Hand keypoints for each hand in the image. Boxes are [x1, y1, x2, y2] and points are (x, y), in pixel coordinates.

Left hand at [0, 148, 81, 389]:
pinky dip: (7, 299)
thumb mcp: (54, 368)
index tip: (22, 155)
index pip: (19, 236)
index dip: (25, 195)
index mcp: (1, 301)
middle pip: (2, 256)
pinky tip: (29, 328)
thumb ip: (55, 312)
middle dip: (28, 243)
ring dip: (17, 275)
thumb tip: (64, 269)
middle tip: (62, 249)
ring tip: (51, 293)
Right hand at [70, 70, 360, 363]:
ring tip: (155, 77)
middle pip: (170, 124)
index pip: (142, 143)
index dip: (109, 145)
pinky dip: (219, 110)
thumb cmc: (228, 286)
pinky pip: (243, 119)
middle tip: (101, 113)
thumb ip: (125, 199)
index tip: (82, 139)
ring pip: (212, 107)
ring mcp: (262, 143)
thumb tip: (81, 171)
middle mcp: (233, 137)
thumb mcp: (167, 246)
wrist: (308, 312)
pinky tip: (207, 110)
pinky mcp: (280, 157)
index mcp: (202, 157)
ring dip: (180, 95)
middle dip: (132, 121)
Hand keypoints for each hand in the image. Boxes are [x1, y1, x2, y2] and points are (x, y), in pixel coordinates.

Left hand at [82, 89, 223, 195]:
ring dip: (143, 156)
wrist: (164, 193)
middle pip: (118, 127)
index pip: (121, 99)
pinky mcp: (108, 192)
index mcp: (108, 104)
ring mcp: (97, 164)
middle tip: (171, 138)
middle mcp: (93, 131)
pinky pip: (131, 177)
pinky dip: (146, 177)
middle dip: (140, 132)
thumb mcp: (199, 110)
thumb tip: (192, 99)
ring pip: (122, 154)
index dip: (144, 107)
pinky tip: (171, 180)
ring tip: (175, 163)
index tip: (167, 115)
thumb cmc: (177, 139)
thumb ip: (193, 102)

※

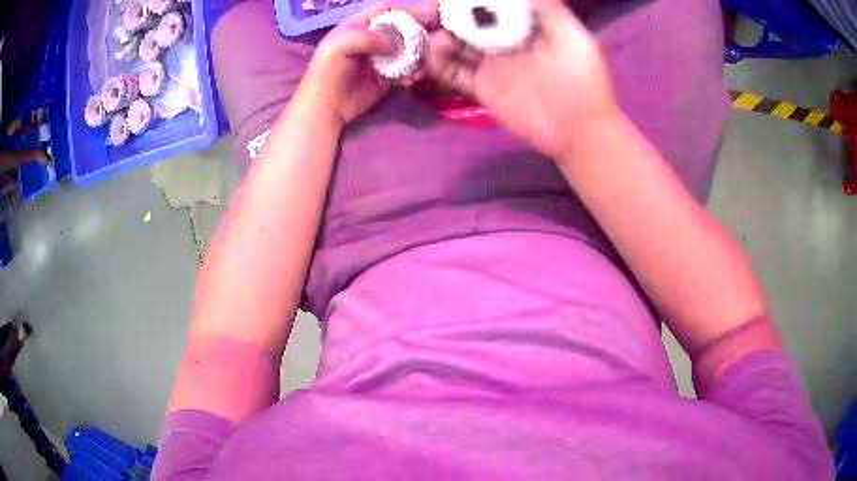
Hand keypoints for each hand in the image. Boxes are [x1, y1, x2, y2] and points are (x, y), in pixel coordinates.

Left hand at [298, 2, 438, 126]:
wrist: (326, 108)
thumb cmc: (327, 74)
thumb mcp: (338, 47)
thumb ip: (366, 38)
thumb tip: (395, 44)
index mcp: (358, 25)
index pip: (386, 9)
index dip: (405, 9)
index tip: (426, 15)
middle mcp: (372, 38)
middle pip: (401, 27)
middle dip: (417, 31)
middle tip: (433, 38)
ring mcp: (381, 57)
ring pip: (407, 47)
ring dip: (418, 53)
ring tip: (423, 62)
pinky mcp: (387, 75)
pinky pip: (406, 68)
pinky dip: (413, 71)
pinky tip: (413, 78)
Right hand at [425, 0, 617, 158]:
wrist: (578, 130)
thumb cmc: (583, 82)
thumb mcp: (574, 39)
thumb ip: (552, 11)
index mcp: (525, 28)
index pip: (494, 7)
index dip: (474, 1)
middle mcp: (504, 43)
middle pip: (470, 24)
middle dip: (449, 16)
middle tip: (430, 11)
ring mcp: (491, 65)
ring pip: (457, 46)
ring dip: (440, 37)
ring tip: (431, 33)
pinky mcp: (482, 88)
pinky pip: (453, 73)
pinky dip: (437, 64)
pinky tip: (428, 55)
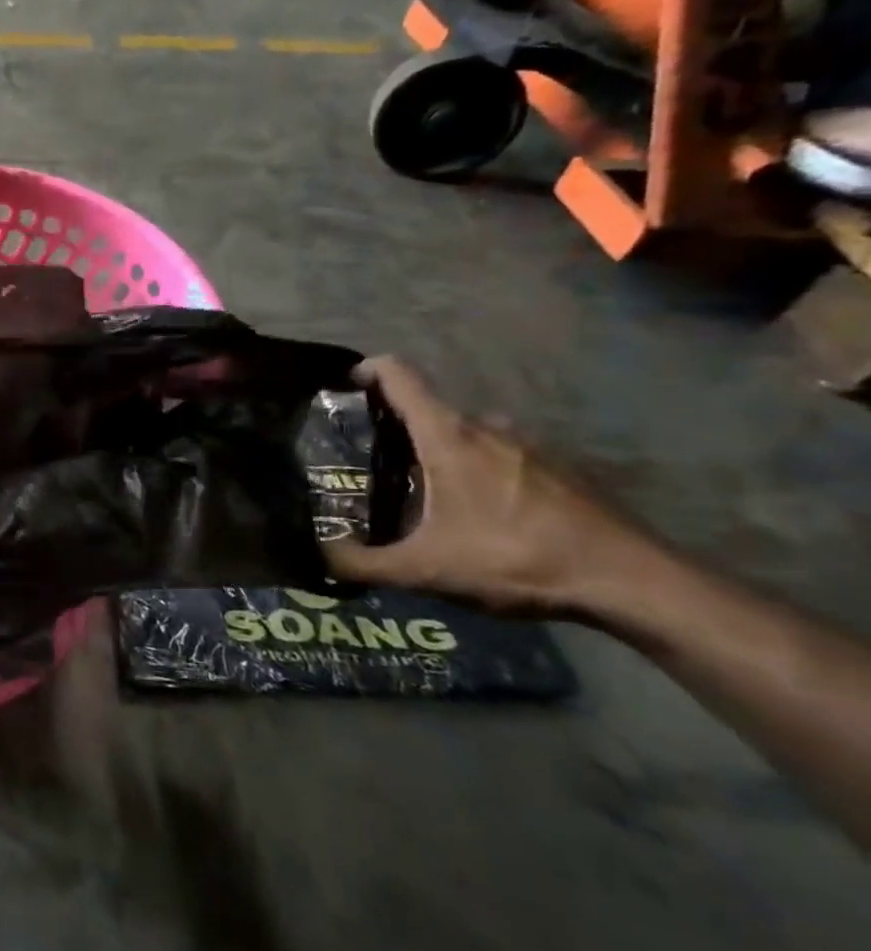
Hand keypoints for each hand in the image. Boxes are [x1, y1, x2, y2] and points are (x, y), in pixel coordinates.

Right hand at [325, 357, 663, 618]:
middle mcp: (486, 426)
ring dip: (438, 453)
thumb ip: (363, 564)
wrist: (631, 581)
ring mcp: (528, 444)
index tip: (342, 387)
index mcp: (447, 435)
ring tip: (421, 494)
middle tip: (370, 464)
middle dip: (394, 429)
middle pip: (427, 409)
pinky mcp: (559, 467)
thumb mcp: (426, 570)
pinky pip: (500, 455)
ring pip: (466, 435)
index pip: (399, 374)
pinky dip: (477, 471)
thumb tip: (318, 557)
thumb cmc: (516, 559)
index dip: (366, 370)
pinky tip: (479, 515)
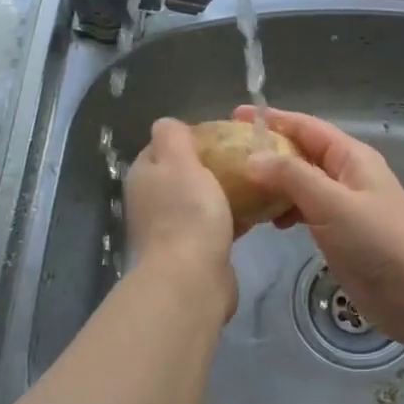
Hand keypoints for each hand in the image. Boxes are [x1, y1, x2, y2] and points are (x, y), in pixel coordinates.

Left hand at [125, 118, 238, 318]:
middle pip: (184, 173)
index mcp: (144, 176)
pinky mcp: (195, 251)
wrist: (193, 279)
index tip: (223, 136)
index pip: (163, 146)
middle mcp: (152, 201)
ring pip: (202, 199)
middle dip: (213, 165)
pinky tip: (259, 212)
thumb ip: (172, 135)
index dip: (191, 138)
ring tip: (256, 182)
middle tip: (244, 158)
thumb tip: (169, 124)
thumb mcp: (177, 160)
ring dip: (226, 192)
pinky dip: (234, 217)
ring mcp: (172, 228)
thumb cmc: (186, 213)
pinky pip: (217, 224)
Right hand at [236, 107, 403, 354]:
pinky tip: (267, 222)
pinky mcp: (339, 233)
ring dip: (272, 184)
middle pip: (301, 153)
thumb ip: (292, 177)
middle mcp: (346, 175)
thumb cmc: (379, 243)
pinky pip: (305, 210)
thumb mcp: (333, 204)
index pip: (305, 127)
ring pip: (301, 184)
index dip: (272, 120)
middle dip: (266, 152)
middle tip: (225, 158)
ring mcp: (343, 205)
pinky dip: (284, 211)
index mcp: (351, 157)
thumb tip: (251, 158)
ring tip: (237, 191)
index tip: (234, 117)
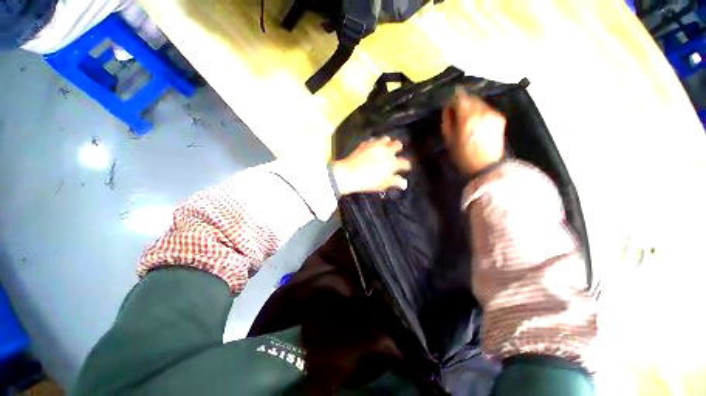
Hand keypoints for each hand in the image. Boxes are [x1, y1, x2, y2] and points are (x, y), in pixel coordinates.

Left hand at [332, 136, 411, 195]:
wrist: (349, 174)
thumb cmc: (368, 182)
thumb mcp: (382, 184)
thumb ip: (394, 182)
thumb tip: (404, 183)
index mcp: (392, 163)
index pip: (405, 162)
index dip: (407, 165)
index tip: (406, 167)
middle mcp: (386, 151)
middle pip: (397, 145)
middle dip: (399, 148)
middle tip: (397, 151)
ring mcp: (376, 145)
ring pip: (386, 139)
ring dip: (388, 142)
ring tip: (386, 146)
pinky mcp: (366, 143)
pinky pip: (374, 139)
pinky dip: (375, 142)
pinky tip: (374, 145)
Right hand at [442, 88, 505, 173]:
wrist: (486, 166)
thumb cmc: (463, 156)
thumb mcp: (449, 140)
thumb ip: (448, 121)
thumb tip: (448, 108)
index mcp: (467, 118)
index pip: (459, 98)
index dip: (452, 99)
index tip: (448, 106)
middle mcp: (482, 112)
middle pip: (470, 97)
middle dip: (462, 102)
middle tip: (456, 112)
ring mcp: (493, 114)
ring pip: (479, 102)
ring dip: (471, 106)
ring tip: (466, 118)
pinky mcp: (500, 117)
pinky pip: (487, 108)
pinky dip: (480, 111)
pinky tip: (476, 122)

※

→ Assignment:
Without the pictures, give again exactly the lines above starting at the line containing "pinky mcp: (482, 88)" and ending at the line containing "index dip: (407, 165)".

→ Result for this exercise:
pinky mcp: (482, 88)
pinky pip: (453, 73)
pinky dip: (437, 64)
pinky tip: (428, 55)
Hand keypoints for each hand in the image. Boxes are [x1, y1, x2, y2] and points are (x, y), in pixel coordinates.

Right hand at [325, 357, 663, 618]:
middle mcp: (486, 426)
ring dip: (438, 453)
thumb ip: (363, 564)
wrist: (631, 581)
ring mcp: (528, 444)
index tip: (342, 387)
index mcp: (447, 435)
ring tip: (421, 494)
middle tip: (370, 464)
middle dip: (394, 429)
middle pip: (427, 409)
pinky mcp: (559, 467)
thumb mcp: (426, 570)
pinky pip: (500, 455)
ring pip: (466, 435)
index pip: (399, 374)
pinky dip: (477, 471)
thumb tip: (318, 557)
thumb cmc: (516, 559)
index dip: (366, 370)
pinky tip: (479, 515)
Hand keypoints for each hand in the image. Boxes are [x1, y1, x2, y2] and points are (x, y), in pixel coordinates.

Left hand at [125, 118, 238, 318]:
middle pip: (184, 173)
index mcp: (144, 176)
pinky mcp: (195, 251)
wrist: (193, 279)
index tip: (223, 136)
index pip: (163, 146)
middle mcp: (152, 201)
ring pip: (202, 199)
middle dip: (213, 165)
pinky tip: (259, 212)
thumb ip: (172, 135)
index dip: (191, 138)
ring tip: (256, 182)
middle tip: (244, 158)
thumb tip: (169, 124)
thumb mcp: (177, 160)
ring dip: (226, 192)
pinky dip: (234, 217)
ring mcp: (172, 228)
thumb cmc: (186, 213)
pinky pip: (217, 224)
Right hand at [236, 107, 403, 354]:
pinky tip: (267, 222)
pinky mcp: (339, 233)
ring dip: (272, 184)
middle pip: (301, 153)
thumb ip: (292, 177)
middle mcp: (346, 175)
thumb cmc: (379, 243)
pinky pip: (305, 210)
thumb mcp: (333, 204)
index pip: (305, 127)
ring pip: (301, 184)
index dip: (272, 120)
middle dip: (266, 152)
middle tip: (225, 158)
ring mcp: (343, 205)
pinky dip: (284, 211)
index mcp: (351, 157)
thumb tip: (251, 158)
ring tip: (237, 191)
index tip: (234, 117)
Hand keypoints for each hand in the image. Boxes are [x1, y1, x2, y2] and points are (x, y), in pixel coordinates.

Left hand at [332, 136, 411, 195]:
wrist: (349, 174)
thumb cmc: (368, 182)
thumb mcp: (382, 184)
thumb ip: (394, 182)
thumb tip: (404, 183)
index mcp: (392, 163)
index pip: (405, 162)
index dip: (407, 165)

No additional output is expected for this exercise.